Pada umumnya, kanker payudara didiagnosis melalui pemeriksaan rutin atau ketika pasien menyadari gejala-gejala tertentu. Pemeriksaan fisik saja tidak cukup untuk mengonfirmasi diagnosis kanker payudara, sehingga dilakukan perangkaian prosedur pemeriksaan seperti mamografi, biopsi,dan lain sebagainya untuk memperoleh informasi terkait diagnosis dan kebutuhan terapi pasien. Salah satu data penunjang diagnosis oleh paramedis adalah sel kanker berupa citra mikroskopis yan diamnbil dari tubuh pasien menggunakan kamera khusus. Pengolahan citra membantu paramedis sebagai penyedia informasi dalam meningkatkan diagnosa terhadap penyakit.

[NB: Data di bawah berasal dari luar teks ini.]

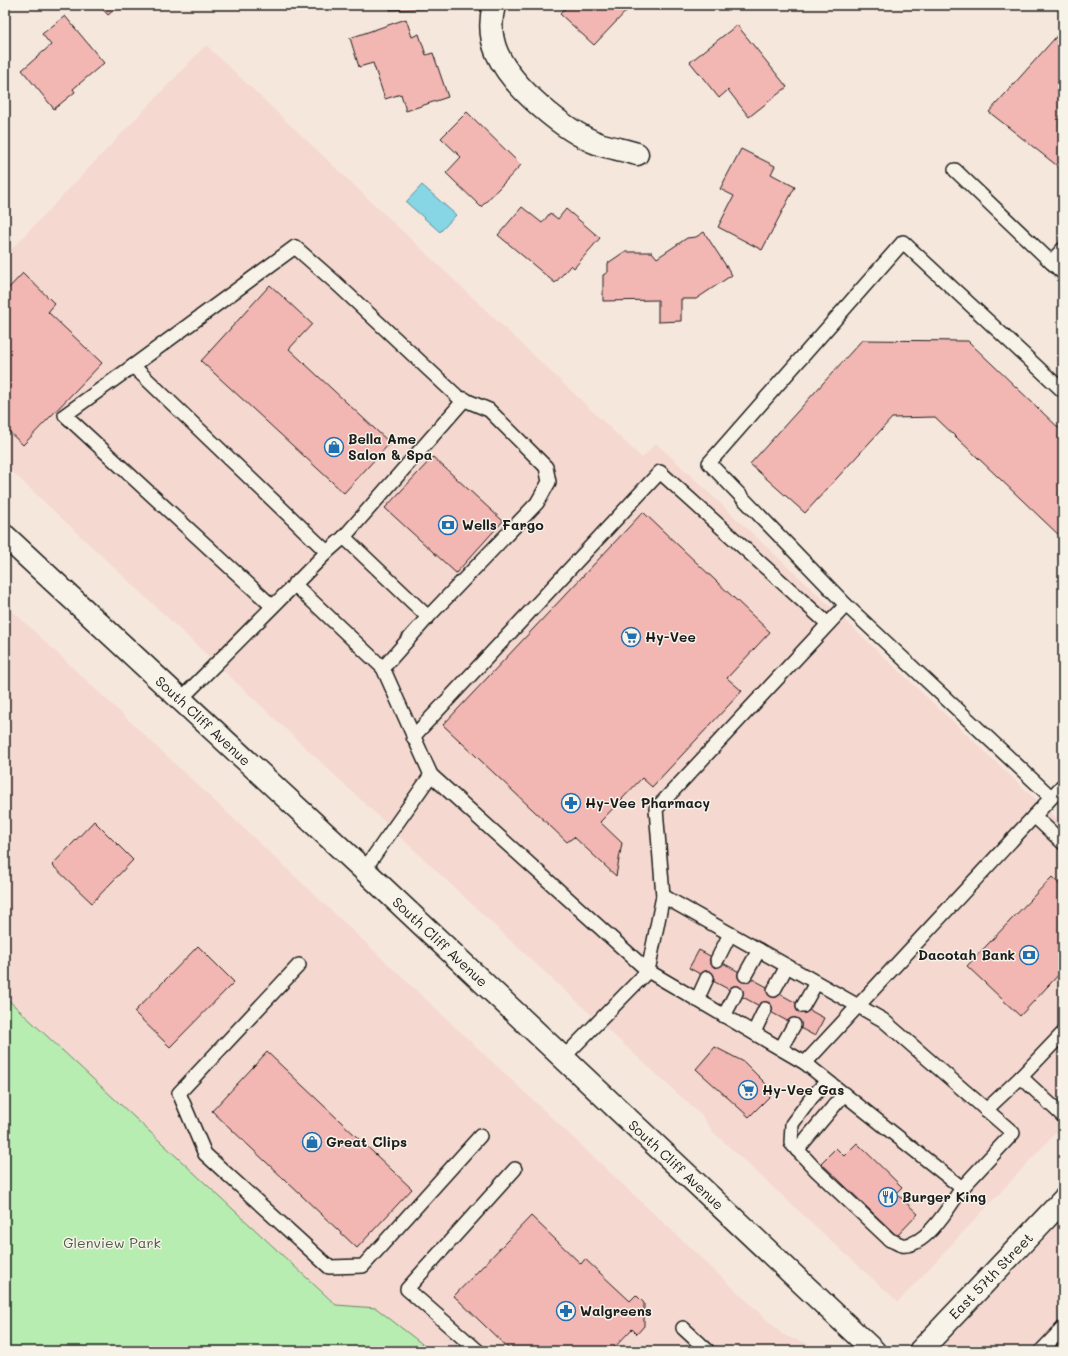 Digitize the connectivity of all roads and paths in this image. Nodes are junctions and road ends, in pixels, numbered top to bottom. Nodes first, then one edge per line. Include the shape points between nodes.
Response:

Pada penelitian ini dilakukan proses pengolahan citra untuk mengetahui ciri dari jua jenis sel kanker yaitu benign dan malignant. Metode gray level co-occurence matrix (GLCM) dan statitical analysis digunakan untuk mendapatkan nilai dari fitur yang digunakan sebagai parameter. Fitur-fitur yang digunakan adalah contrast,energy,correlation,homogenity,average,mean,min,variance, dan standard deviation. Hasil dari penilitian ini menunjukkan nilai fitur contrast,energy,correlation,homogenity pada citra malignant lebih tinggi dimana total rata-rata dari citra benign adalah 0,1967 dan citra malignant adalah 0,5687. Sedangkan untuk mean,min,variance, dan standard deviation citra sel malignant memiliki rata-rata nilai yang lebih besar dari citra benign.
Kata kunci : Ekstaksi Fitur, GLCM, Analisis Statistik, Sel kanker.
Niken Riyanti : 0896 0668 4746 Email : [email protected]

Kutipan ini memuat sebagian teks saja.